Aug. Week 4, 2014
★ Crusheed Childhood Dreams
子供時代の過ちで嫌われていたら・・・


初めまして。とはいっても、ずっとサイトを愛読して、お買い物もさせていただいている者です。
いつも適切なアドバイスをされている秋山さんを信じて、私もご相談したい問題があります。

少し前に、お稽古事のクラスを通じて、小学校の頃の同級生と再会しました。
最初は再会を喜び合っていたのですが、クラスのお友達から、彼女が 私のことを「信用出来ない」とか、 「人を陥れるようなことをする」と 言っていることを知らされました。 驚いた私は、彼女に直接、私がそんなことを言われなければならないような事をしたのか?と訊いてみたところ、 最初は、彼女は「そんなことは言っていない」と とぼけていたのですが、 話を続けるうちに、「あなた私にあんな酷いことをしておいて、覚えていないの?」といって、 学芸会の衣装の話を持ち出してきました。

その学芸会の衣装のことは 私は忘れて暮らしては居ましたが、言われたら直ぐに思い出すような事件でした。
確か2年生くらいの頃だったと思うのですが、劇の衣装でチュチュが付いたバレリーナのようなものがあって、 その衣装には、青、黄色、グリーン、ピンクなどがありました。 クラスの女の子は皆、そのうちのピンクの衣装が着たいので、ピンクの争奪戦になっていたんですが、 ピンクを着ることになったのが、再会した同級生でした。
そのピンクの衣装は、とても人気があったので、皆がそれをこっそり着て 鏡を見たりしていたのですが、 たまたま私が その衣装を着てみた時に、こともあろうにファスナーが壊れてしまいました。 私が乱暴に扱った訳ではなくて、きっと皆が着るので、衣装が痛んでいたのではないかと思います。
でも、ファスナーが壊れたのが学芸会の前日で、どうしてもファスナーが直らず、同級生はそのピンクの衣装を着ることが出来ませんでした。 それで、彼女がファスナーが壊れたと知った時、そして修理が学芸会に間に合わないと知った時に、 大泣きしたので、私はすっかり悪者扱いで、まるで私がわざとファスナーを壊したように言われて、 少しの間とは言え、嫌な思いをしました。
当時少女マンガとかで、ドロドロしたジェラシーみたいなストーリーがありましたが、私がその悪役で、彼女が被害者という感じだったのです。

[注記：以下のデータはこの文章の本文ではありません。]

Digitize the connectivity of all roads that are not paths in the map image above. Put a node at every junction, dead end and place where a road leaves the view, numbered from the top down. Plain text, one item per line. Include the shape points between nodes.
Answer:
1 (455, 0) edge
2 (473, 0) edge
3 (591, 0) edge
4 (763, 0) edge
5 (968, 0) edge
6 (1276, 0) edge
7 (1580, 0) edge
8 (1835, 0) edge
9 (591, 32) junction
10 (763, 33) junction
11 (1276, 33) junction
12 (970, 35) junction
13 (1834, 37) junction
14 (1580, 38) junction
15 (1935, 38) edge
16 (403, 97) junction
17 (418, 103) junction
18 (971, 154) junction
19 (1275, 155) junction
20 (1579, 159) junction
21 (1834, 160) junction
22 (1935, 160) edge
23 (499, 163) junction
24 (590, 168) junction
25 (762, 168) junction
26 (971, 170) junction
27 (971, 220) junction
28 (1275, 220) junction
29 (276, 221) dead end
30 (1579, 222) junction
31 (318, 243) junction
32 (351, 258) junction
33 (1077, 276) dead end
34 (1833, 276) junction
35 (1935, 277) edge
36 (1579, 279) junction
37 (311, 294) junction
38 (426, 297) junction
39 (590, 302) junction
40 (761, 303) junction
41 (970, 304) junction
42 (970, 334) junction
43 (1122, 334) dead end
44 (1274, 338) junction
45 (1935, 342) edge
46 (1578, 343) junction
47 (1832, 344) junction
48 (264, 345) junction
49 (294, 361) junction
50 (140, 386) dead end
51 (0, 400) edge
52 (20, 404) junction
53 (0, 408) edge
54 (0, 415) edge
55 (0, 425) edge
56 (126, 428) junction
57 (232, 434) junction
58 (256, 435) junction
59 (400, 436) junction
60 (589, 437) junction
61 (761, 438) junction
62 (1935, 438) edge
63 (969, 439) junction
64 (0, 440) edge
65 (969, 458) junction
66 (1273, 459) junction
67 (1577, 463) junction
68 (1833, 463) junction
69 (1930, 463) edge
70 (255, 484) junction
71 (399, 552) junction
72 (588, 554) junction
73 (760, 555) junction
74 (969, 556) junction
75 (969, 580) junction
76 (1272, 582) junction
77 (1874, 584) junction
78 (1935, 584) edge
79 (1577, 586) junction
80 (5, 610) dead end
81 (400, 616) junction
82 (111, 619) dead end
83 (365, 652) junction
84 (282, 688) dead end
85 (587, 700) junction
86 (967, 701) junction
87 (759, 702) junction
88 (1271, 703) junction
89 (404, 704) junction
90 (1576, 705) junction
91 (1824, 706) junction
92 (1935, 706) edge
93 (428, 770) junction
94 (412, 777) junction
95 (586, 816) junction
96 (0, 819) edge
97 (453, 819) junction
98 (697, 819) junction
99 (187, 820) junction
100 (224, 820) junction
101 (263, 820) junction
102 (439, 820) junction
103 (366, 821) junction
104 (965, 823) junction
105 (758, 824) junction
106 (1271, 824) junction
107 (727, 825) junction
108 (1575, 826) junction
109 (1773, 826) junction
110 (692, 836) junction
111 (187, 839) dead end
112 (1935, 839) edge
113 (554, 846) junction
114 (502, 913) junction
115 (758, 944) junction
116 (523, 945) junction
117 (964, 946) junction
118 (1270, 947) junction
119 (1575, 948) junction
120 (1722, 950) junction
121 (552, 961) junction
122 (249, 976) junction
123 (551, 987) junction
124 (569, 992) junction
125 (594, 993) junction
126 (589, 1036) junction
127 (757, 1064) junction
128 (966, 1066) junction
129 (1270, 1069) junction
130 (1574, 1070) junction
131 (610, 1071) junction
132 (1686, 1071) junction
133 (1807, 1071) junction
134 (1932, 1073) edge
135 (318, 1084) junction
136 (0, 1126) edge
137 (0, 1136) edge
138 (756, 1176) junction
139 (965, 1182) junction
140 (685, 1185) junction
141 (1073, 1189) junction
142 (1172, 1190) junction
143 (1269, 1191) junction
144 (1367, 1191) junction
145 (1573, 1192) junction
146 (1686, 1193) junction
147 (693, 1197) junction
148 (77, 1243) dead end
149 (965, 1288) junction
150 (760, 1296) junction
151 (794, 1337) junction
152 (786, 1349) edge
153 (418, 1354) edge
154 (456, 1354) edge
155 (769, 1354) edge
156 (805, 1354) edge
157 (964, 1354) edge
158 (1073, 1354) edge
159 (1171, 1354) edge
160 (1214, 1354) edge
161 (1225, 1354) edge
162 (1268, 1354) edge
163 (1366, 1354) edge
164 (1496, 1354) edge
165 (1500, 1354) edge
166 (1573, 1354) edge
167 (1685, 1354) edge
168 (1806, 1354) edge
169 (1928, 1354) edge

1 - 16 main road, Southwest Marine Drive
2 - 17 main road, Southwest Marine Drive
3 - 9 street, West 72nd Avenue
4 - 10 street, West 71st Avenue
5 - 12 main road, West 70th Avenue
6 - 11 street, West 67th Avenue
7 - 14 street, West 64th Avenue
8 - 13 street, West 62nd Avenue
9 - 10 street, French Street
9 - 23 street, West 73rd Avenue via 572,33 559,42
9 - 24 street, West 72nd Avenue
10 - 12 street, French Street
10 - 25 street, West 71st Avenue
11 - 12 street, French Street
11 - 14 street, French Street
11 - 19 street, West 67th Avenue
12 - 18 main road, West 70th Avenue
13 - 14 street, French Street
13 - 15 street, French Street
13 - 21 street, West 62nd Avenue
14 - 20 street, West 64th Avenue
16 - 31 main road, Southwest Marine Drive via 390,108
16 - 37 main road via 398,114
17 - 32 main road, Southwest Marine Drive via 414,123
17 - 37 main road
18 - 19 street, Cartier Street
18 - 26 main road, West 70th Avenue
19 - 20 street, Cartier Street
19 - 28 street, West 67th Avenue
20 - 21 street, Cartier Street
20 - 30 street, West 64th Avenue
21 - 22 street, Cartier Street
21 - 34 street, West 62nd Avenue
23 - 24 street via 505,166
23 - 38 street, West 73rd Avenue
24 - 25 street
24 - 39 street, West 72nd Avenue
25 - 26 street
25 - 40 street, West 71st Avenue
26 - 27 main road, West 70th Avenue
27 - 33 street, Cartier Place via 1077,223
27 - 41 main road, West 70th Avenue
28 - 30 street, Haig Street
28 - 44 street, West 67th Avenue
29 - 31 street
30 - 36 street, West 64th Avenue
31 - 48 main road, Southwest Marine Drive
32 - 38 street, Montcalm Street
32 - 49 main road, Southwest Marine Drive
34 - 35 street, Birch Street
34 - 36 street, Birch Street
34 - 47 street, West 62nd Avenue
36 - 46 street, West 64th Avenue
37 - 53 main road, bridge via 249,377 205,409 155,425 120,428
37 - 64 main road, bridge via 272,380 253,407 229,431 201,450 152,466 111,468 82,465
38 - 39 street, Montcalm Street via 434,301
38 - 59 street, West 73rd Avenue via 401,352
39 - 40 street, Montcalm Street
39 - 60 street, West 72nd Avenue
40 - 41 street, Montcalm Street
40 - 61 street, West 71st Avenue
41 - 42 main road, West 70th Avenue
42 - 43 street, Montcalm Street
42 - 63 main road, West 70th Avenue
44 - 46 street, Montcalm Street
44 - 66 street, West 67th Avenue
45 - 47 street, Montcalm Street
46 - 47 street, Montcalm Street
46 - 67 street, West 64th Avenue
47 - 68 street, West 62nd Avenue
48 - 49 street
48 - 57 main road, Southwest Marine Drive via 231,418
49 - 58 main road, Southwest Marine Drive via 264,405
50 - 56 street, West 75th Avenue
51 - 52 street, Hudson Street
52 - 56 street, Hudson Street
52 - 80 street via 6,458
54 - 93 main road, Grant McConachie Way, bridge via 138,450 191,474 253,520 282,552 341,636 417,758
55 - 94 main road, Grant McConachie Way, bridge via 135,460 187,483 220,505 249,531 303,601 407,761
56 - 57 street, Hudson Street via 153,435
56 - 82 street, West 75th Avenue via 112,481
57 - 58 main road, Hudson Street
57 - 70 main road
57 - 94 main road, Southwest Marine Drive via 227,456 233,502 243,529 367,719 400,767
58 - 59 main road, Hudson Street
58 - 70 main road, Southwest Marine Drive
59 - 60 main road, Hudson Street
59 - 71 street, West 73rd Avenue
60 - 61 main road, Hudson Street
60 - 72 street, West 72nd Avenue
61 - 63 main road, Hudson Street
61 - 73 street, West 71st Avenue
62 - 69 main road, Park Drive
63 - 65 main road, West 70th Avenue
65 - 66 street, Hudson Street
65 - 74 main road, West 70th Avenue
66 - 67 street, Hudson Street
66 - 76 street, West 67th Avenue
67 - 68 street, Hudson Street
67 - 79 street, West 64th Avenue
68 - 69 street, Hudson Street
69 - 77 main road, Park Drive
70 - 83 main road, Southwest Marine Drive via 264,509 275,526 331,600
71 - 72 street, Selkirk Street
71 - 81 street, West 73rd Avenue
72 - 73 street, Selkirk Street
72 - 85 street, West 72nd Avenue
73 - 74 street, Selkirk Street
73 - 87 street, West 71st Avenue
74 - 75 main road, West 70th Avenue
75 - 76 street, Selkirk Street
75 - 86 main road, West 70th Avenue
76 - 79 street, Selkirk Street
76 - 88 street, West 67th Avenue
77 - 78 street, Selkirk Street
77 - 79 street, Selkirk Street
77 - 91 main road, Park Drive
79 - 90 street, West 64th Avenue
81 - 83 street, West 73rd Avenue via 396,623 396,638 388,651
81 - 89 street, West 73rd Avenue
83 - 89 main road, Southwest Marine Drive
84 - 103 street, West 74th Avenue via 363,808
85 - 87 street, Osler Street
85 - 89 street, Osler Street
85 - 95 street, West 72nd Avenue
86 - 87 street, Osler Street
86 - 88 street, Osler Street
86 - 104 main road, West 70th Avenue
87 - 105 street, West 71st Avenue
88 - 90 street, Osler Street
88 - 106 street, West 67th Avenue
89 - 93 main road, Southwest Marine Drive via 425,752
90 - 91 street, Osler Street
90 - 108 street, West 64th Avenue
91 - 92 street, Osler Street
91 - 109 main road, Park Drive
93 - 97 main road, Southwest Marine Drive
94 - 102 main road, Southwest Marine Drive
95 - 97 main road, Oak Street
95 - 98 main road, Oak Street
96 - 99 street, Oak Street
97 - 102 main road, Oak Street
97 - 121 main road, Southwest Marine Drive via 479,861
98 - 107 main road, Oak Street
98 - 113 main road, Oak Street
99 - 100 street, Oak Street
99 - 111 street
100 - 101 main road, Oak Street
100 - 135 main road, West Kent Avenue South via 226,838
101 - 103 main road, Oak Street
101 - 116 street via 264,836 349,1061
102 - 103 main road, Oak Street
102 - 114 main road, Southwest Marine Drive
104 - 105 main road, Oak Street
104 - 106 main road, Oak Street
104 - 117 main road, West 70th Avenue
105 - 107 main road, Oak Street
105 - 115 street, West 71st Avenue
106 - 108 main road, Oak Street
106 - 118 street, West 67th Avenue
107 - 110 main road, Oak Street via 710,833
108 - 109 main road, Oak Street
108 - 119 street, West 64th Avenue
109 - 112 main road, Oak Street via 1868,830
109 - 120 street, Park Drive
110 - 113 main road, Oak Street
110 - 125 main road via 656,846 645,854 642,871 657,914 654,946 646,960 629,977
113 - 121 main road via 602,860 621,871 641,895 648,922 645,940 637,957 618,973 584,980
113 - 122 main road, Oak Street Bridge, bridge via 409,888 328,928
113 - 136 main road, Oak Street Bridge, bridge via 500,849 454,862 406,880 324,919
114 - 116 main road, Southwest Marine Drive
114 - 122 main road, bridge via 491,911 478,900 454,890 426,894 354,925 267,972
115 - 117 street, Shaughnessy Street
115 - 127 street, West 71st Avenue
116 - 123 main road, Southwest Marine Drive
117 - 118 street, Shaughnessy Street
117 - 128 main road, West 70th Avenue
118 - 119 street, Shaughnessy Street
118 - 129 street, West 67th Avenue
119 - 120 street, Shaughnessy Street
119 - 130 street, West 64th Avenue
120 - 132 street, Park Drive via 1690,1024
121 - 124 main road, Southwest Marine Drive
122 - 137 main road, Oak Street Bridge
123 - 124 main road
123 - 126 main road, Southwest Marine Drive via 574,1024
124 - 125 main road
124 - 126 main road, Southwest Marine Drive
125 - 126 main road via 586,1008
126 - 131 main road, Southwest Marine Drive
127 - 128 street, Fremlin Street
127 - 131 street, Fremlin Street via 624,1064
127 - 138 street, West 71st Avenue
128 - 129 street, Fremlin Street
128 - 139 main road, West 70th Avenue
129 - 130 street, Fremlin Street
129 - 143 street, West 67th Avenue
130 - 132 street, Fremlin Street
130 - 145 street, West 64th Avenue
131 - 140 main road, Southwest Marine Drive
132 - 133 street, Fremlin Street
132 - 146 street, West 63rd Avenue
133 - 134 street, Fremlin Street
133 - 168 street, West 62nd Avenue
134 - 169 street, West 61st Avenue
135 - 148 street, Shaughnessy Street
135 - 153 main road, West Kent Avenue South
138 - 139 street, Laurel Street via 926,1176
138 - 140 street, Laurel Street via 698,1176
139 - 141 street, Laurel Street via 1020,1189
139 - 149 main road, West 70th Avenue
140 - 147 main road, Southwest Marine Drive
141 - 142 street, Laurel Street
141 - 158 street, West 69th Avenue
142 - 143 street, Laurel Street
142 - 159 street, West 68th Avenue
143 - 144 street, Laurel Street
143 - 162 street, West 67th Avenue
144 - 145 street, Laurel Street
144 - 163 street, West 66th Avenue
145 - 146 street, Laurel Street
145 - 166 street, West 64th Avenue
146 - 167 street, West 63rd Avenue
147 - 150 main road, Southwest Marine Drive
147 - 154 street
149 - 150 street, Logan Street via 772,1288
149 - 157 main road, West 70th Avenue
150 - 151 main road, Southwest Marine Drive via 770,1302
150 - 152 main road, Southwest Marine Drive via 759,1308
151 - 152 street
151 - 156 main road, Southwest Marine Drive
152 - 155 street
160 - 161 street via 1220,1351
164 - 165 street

再会した同級生によれば、私はその時に謝らなかったそうで、彼女がどんなに傷ついていても 知らん顔だったそうです。 それで、どうやら私のことをずっと恨み続けていたような感じで、私は彼女のそんな小学校の学芸会の衣装のことが忘れられない 執念深さに驚きましたし、呆れてしまいました。 これから、どうやってクラスで彼女とお付き合いしていったら良いか分かりません。
確かにファスナーを壊したのは私ですので、今になってから、謝るべきでしょうか。 でもだからと言って、20年以上もたって、こんなことで悪口を言われる筋合いも無いという気もします。
子供の喧嘩の延長のようで申し訳ないですが、アドバイスをいただけると嬉しいです。 どうかよろしくお願いします。

−Y−





Yさんが再会した同級生に限らず、人間ならば誰もが、成長してからも まるで昨日の事のように思い出す 成長期の辛い経験、 嫌な体験があるものです。
大人になるプロセスで、様々なことを経験したり、人が巻き込まれたトラブルを見たり、聞いたりするうちに、 人間は 徐々にそうしたトラブルへの免疫が出来てきますが、 特に子供の頃は、ほんの些細なことが大事件に思えたり、 大人なら簡単に片付けられる問題への対処に何日も悩んだりということが珍しく無いのは、Yさんもご自身の子供時代で 経験済みだと思います。

Yさんの小学校時代の事件について言えば、お友達が被害者、意図していなかったとは言え Yさんが加害者という形になっています。 どんな年齢の時に起こった事件でも、被害者の記憶というのは 常に 加害者の記憶よりも遥かに鮮明なものですので、 同級生の方が 「Yさんが謝らなかった」と言っているのは、事実である可能性が高いと思われます。
また衣装のファスナーを壊されて、楽しみにしていた学芸会でそれが着られず、 ガッカリしていた同級生にとっては、それがその時点の人生で 最大の失望だったのかも知れません。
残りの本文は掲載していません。